▸ **Exercise aim**
All entries are to be printed again exactly, with their images omitted.

▸ **Collected data**
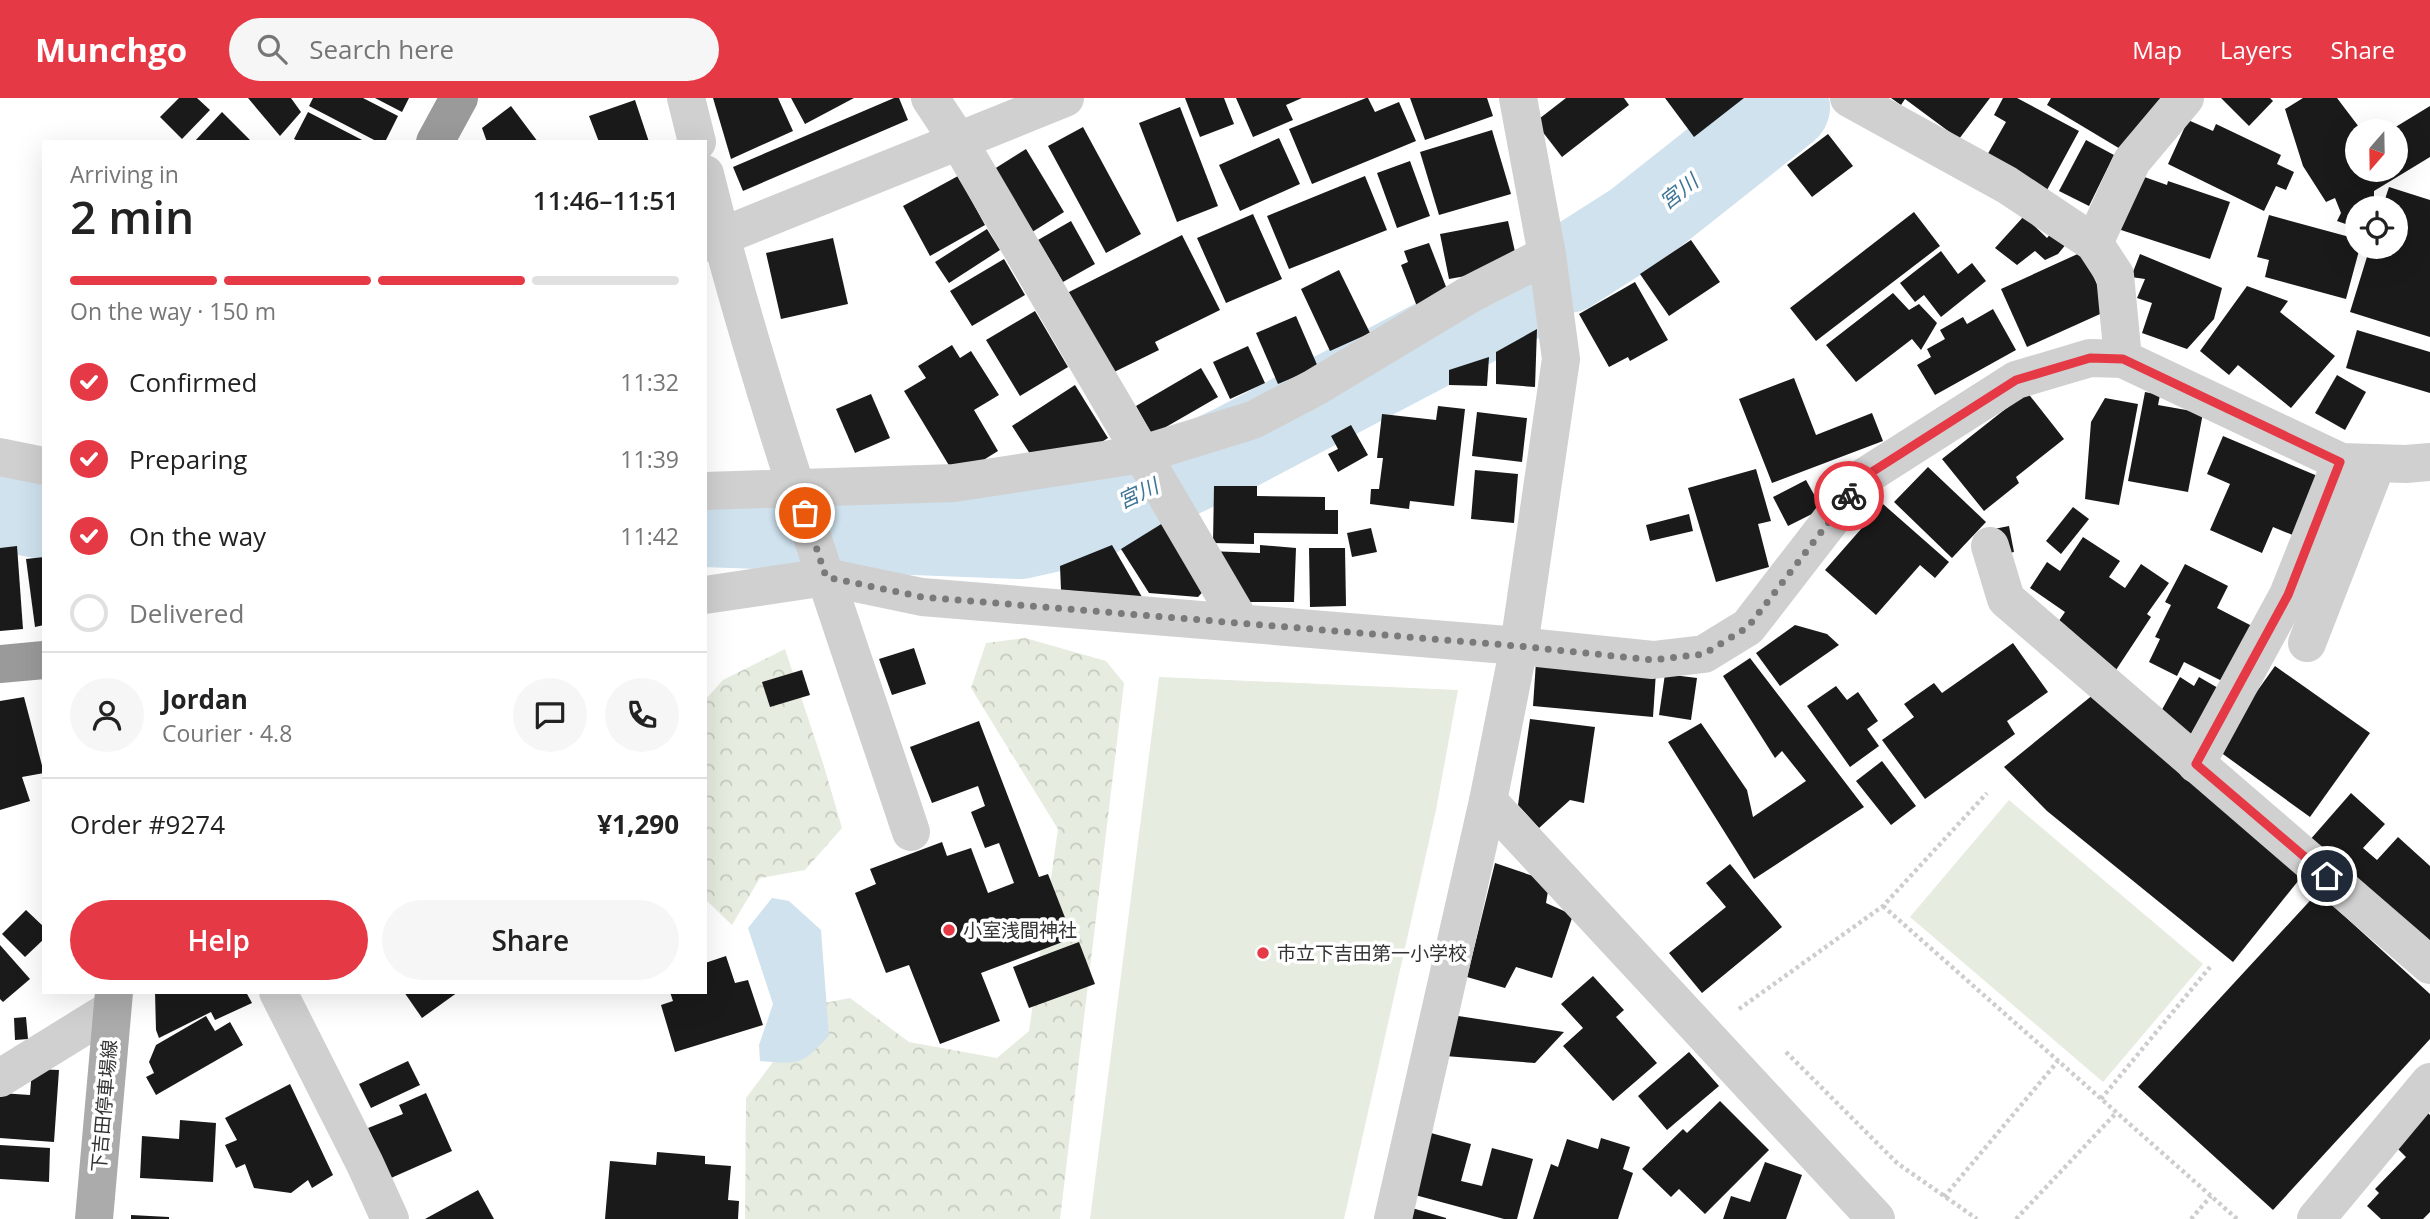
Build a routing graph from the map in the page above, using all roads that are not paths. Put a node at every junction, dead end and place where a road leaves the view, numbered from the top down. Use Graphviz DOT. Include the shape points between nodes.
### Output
graph roads {
  1 [pos="459,98"];
  2 [pos="687,98"];
  3 [pos="930,98"];
  4 [pos="1065,98"];
  5 [pos="1518,98"];
  6 [pos="1849,98"];
  7 [pos="2185,98"];
  8 [pos="436,140"];
  9 [pos="697,140"];
  10 [pos="959,142"];
  11 [pos="707,190"];
  12 [pos="713,240"];
  13 [pos="2094,243"];
  14 [pos="1547,256"];
  15 [pos="2123,359"];
  16 [pos="1143,454"];
  17 [pos="0,457"];
  18 [pos="2430,462"];
  19 [pos="2359,463"];
  20 [pos="42,466"];
  21 [pos="797,489"];
  22 [pos="707,491"];
  23 [pos="1990,546"];
  24 [pos="826,577"];
  25 [pos="707,595"];
  26 [pos="1241,623"];
  27 [pos="2307,643"];
  28 [pos="1518,646"];
  29 [pos="42,660"];
  30 [pos="0,664"];
  31 [pos="2196,764"];
  32 [pos="1488,801"];
  33 [pos="911,832"];
  34 [pos="2430,965"];
  35 [pos="279,994"];
  36 [pos="113,1000"];
  37 [pos="0,1078"];
  38 [pos="2430,1082"];
  39 [pos="94,1219"];
  40 [pos="390,1219"];
  41 [pos="1392,1219"];
  42 [pos="1876,1219"];
  43 [pos="2316,1219"];
  1 -- 8 [label="highway"];
  2 -- 9 [label="street"];
  3 -- 10 [label="street"];
  4 -- 10 [label="street"];
  5 -- 14 [label="street"];
  6 -- 13 [label="street" via="2007,185"];
  7 -- 13 [label="street" via="2132,161"];
  10 -- 12 [label="street"];
  10 -- 16 [label="street"];
  11 -- 12 [label="street"];
  12 -- 21 [label="street"];
  13 -- 15 [label="street" via="2115,275"];
  14 -- 16 [label="street" via="1472,293 1253,420"];
  14 -- 28 [label="street" via="1562,359"];
  15 -- 19 [label="street"];
  15 -- 28 [label="street" via="2090,358 2016,380 1864,477 1748,627 1704,654 1653,660"];
  16 -- 21 [label="street" via="954,483"];
  16 -- 26 [label="street"];
  17 -- 20 [label="street"];
  18 -- 19 [label="street"];
  19 -- 27 [label="street"];
  19 -- 31 [label="street"];
  21 -- 22 [label="street"];
  21 -- 24 [label="street"];
  23 -- 31 [label="street" via="2006,599"];
  24 -- 25 [label="street"];
  24 -- 26 [label="street" via="922,597"];
  24 -- 33 [label="street"];
  26 -- 28 [label="street"];
  28 -- 32 [label="street"];
  29 -- 30 [label="highway"];
  31 -- 34 [label="street"];
  32 -- 41 [label="street"];
  32 -- 42 [label="street"];
  35 -- 40 [label="street"];
  36 -- 37 [label="street"];
  36 -- 39 [label="main road, 下吉田停車場線"];
  38 -- 43 [label="street"];
}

▸ **Problem solution**
Build a routing graph from the map in the page above, using all roads that are not paths. Put a node at every junction, dead end and place where a road leaves the view, numbered from the top down. Use Graphviz DOT. Include the shape points between nodes.
### Output
graph roads {
  1 [pos="459,98"];
  2 [pos="687,98"];
  3 [pos="930,98"];
  4 [pos="1065,98"];
  5 [pos="1518,98"];
  6 [pos="1849,98"];
  7 [pos="2185,98"];
  8 [pos="436,140"];
  9 [pos="697,140"];
  10 [pos="959,142"];
  11 [pos="707,190"];
  12 [pos="713,240"];
  13 [pos="2094,243"];
  14 [pos="1547,256"];
  15 [pos="2123,359"];
  16 [pos="1143,454"];
  17 [pos="0,457"];
  18 [pos="2430,462"];
  19 [pos="2359,463"];
  20 [pos="42,466"];
  21 [pos="797,489"];
  22 [pos="707,491"];
  23 [pos="1990,546"];
  24 [pos="826,577"];
  25 [pos="707,595"];
  26 [pos="1241,623"];
  27 [pos="2307,643"];
  28 [pos="1518,646"];
  29 [pos="42,660"];
  30 [pos="0,664"];
  31 [pos="2196,764"];
  32 [pos="1488,801"];
  33 [pos="911,832"];
  34 [pos="2430,965"];
  35 [pos="279,994"];
  36 [pos="113,1000"];
  37 [pos="0,1078"];
  38 [pos="2430,1082"];
  39 [pos="94,1219"];
  40 [pos="390,1219"];
  41 [pos="1392,1219"];
  42 [pos="1876,1219"];
  43 [pos="2316,1219"];
  1 -- 8 [label="highway"];
  2 -- 9 [label="street"];
  3 -- 10 [label="street"];
  4 -- 10 [label="street"];
  5 -- 14 [label="street"];
  6 -- 13 [label="street" via="2007,185"];
  7 -- 13 [label="street" via="2132,161"];
  10 -- 12 [label="street"];
  10 -- 16 [label="street"];
  11 -- 12 [label="street"];
  12 -- 21 [label="street"];
  13 -- 15 [label="street" via="2115,275"];
  14 -- 16 [label="street" via="1472,293 1253,420"];
  14 -- 28 [label="street" via="1562,359"];
  15 -- 19 [label="street"];
  15 -- 28 [label="street" via="2090,358 2016,380 1864,477 1748,627 1704,654 1653,660"];
  16 -- 21 [label="street" via="954,483"];
  16 -- 26 [label="street"];
  17 -- 20 [label="street"];
  18 -- 19 [label="street"];
  19 -- 27 [label="street"];
  19 -- 31 [label="street"];
  21 -- 22 [label="street"];
  21 -- 24 [label="street"];
  23 -- 31 [label="street" via="2006,599"];
  24 -- 25 [label="street"];
  24 -- 26 [label="street" via="922,597"];
  24 -- 33 [label="street"];
  26 -- 28 [label="street"];
  28 -- 32 [label="street"];
  29 -- 30 [label="highway"];
  31 -- 34 [label="street"];
  32 -- 41 [label="street"];
  32 -- 42 [label="street"];
  35 -- 40 [label="street"];
  36 -- 37 [label="street"];
  36 -- 39 [label="main road, 下吉田停車場線"];
  38 -- 43 [label="street"];
}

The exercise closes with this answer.